Los grupos en Facebook son varios. Uno de los que tiene más participantes es “Estoy buscándote”. Abrir esos grupos es como meter la mano en el barro de los jardines de una casa que se visita solo en verano. Los relatos y las fotos de quienes escriben se superponen con los consejos, las advertencias, los compartidos, la buena leche de quien dice “ojalá, ojalá”. Buscar a una persona en un país es una aguja en un pajar, la chance de uno en un millón, y quienes se arriesgan ponen todo: los detalles, los nombres, el DNI, el rumor a voces. En las búsquedas se superponen las desapariciones en democracia –tema de Ximena Tordini en Desaparecidos y desaparecidas en la Argentina contemporánea–, los crímenes de apropiación de identidad durante la dictadura –a los que casi los veteranos del grupo les dicen “acá no”, correte que vos tenés ayuda del Estado para encarar la búsqueda– y las historias uno a uno de esa Argentina profunda. Los grupos reproducen entonces ese empaste: las historias de apropiación y las de la gente de a pie. Las búsquedas de la sociedad y las búsquedas del Estado. O incluso esa curita que los setenta también tienen: ¡podés ser adoptado y no ser hijo de desaparecidos! Historias del 76 al costado del camino.

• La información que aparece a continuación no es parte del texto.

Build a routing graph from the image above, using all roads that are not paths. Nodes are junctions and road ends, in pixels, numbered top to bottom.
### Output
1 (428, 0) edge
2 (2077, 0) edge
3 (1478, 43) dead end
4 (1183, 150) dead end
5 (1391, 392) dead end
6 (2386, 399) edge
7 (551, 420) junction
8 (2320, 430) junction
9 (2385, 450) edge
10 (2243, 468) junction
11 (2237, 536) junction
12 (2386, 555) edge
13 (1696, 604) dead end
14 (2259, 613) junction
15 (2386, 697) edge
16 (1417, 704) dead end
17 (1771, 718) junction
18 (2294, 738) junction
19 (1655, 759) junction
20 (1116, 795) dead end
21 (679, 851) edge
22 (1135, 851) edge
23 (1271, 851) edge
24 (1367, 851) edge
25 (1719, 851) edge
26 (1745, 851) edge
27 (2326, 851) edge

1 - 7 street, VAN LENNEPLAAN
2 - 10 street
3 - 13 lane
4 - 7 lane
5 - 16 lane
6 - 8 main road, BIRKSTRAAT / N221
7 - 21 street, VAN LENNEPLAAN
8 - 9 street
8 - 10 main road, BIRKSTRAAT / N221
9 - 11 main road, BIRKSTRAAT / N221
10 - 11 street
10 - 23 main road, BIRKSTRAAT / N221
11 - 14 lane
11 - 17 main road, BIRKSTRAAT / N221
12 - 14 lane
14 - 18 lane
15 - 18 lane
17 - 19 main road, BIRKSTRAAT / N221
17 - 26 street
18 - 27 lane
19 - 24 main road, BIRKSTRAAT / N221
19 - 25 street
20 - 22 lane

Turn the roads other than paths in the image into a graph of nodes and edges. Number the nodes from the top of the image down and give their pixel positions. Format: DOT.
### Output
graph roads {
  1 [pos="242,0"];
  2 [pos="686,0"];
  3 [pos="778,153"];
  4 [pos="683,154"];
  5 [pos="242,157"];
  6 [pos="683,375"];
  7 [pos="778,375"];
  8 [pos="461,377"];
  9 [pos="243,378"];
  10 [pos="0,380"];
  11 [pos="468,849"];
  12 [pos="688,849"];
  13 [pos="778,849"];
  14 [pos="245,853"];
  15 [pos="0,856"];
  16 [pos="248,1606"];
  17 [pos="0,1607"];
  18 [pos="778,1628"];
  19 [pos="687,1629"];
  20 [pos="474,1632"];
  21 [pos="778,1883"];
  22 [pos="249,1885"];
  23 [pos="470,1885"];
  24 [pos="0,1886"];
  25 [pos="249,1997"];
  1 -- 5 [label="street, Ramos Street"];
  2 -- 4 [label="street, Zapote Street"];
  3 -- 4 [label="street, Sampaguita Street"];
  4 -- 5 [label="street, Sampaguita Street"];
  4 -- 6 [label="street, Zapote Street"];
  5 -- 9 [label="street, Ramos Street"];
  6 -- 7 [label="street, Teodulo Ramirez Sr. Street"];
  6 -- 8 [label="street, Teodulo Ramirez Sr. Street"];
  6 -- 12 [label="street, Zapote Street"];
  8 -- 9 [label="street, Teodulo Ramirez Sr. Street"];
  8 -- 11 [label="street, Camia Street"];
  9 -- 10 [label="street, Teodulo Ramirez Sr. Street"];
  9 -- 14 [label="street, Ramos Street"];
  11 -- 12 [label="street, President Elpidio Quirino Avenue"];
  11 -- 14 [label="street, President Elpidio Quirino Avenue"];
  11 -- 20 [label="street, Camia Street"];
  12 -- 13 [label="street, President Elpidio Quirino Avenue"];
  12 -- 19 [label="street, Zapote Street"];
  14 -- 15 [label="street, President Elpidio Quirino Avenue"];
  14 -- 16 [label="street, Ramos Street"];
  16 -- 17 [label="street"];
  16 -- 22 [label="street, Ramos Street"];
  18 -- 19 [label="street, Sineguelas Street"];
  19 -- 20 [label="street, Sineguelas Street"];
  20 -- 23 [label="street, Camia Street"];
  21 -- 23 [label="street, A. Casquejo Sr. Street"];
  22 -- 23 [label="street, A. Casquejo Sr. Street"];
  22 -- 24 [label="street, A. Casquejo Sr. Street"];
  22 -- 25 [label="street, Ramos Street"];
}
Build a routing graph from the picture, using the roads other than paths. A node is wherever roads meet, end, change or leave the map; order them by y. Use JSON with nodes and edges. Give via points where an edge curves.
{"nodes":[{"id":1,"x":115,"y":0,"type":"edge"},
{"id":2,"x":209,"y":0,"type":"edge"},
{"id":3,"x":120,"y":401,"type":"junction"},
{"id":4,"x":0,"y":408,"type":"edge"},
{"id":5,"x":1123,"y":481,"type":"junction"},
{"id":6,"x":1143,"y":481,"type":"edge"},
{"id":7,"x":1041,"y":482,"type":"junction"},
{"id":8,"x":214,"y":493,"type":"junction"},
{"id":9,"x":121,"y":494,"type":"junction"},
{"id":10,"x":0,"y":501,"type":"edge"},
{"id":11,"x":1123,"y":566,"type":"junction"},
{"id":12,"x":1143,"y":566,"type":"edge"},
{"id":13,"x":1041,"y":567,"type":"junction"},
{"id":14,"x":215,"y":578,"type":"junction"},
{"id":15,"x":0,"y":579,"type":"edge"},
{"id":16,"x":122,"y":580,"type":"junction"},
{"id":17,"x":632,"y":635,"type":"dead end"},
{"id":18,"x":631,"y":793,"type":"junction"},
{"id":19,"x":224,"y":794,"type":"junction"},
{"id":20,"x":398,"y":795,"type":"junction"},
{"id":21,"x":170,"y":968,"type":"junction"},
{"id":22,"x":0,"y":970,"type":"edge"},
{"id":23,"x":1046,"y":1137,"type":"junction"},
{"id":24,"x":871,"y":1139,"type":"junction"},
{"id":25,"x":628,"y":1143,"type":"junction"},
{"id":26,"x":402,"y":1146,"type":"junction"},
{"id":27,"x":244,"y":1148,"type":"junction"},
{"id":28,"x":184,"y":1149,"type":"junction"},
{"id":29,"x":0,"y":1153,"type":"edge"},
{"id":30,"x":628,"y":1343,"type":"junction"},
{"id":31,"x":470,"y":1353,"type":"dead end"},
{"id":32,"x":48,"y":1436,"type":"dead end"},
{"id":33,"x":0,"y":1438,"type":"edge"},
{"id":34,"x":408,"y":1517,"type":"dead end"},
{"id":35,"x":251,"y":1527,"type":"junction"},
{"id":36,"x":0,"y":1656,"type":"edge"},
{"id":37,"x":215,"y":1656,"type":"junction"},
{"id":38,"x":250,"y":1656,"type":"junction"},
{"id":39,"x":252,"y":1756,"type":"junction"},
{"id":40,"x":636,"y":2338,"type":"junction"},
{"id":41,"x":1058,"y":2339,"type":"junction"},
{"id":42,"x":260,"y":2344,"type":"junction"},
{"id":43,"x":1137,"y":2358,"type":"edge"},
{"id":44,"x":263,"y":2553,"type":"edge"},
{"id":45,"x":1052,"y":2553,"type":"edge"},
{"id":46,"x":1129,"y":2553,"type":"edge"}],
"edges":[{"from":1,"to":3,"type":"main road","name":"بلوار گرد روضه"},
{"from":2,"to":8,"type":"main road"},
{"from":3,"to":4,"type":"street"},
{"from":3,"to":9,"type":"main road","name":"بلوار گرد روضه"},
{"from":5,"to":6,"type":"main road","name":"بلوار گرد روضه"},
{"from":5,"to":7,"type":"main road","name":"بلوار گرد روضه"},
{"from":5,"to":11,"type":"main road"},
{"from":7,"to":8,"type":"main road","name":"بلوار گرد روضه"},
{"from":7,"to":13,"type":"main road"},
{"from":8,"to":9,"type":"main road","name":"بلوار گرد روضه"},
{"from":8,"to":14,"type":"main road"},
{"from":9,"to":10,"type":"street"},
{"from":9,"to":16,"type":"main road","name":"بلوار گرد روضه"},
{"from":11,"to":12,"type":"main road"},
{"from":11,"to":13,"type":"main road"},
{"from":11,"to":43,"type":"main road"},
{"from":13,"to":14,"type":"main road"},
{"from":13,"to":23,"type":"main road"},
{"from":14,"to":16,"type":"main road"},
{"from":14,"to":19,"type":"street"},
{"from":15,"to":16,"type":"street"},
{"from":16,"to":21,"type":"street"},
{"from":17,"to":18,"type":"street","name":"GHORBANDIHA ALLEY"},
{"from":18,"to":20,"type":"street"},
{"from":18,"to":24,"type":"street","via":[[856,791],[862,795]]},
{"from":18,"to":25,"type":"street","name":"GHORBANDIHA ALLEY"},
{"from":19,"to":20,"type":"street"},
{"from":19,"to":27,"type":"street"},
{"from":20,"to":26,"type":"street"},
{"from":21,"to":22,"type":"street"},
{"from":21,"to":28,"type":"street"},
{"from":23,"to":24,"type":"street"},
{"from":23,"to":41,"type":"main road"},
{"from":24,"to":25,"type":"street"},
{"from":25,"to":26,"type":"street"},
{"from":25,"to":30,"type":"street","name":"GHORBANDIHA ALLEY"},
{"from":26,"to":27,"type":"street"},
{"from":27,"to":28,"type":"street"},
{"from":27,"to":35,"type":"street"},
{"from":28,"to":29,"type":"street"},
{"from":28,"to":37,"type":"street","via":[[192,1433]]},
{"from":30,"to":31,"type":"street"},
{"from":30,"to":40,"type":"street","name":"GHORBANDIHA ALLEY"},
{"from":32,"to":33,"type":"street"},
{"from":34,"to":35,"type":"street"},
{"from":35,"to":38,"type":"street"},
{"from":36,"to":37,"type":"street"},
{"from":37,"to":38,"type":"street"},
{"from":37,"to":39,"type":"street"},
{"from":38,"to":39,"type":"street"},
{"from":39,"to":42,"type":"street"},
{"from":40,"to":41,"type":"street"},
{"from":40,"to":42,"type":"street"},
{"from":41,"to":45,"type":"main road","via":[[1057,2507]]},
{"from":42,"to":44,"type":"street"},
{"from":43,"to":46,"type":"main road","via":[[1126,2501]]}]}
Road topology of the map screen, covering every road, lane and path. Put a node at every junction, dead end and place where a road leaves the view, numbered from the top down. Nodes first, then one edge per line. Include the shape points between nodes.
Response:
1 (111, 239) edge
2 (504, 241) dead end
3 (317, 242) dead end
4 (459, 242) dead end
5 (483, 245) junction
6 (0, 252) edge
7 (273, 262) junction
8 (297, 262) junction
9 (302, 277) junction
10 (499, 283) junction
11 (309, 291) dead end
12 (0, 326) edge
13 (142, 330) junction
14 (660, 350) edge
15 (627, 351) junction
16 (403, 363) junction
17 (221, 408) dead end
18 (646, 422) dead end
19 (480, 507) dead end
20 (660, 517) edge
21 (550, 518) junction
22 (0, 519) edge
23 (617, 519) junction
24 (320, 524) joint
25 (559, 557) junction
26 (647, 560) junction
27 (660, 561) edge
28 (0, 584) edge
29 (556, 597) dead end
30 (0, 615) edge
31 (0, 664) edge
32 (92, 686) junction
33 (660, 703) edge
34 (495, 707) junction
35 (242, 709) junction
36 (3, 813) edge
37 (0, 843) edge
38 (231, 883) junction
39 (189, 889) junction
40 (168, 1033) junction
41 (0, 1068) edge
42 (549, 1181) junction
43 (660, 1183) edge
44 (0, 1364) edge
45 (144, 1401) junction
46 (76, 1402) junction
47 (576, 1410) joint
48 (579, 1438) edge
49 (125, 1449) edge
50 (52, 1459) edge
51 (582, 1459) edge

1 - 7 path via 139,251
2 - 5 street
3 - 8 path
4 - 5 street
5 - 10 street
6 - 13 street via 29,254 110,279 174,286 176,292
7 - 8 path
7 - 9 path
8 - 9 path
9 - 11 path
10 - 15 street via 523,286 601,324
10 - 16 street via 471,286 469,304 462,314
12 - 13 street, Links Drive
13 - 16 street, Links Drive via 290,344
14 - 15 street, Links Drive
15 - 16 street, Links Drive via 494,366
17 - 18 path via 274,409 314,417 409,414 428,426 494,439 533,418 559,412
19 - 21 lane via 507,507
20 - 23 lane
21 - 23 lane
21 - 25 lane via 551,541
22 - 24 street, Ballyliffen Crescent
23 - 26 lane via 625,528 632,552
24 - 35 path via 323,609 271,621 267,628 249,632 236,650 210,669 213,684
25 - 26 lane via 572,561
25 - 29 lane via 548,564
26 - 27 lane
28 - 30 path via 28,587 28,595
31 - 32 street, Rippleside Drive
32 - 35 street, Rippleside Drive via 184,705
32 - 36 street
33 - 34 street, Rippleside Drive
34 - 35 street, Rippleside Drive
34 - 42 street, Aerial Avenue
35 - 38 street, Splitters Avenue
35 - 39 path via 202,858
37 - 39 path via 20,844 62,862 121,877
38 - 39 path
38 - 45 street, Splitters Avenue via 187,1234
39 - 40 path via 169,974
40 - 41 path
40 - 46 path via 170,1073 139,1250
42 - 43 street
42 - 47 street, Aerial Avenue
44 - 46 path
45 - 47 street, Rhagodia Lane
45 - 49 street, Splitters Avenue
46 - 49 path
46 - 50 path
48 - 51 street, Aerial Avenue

La lucha de las Abuelas de Plaza de Mayo y de los organismos de Derechos Humanos ordenó en democracia el derecho a la identidad. El país ha sido pionero en la creación del Banco Nacional de Datos Genéticos. Si dudás de tu identidad (y naciste en dictadura) podés cotejar tu ADN con el de los grupos familiares de desaparecidos guardados allí. Muchos en “Estoy buscándote” piden que esa información genética también se democratice. La historia de la mujer de esta semana es exacta: apenas unos años antes de la dictadura. Entonces todavía las adopciones no estaban narradas con los nudos de legalidad, legitimidad, verdad que nos organizan hoy. Muchas veces ocurrían por “guarda directa” y eran un secreto. No son cosas para digerir ligeras: la antropóloga Mónica Tarducci ha analizado en “La adopción: Una aproximación desde la Antropología del Parentesco” este dilema. Es un dilema, también, de clase. Mauro Cabral hace mover los cimientos cuando escribe y de algún modo se pregunta: ¿de dónde vienen los bebés (en adopción)?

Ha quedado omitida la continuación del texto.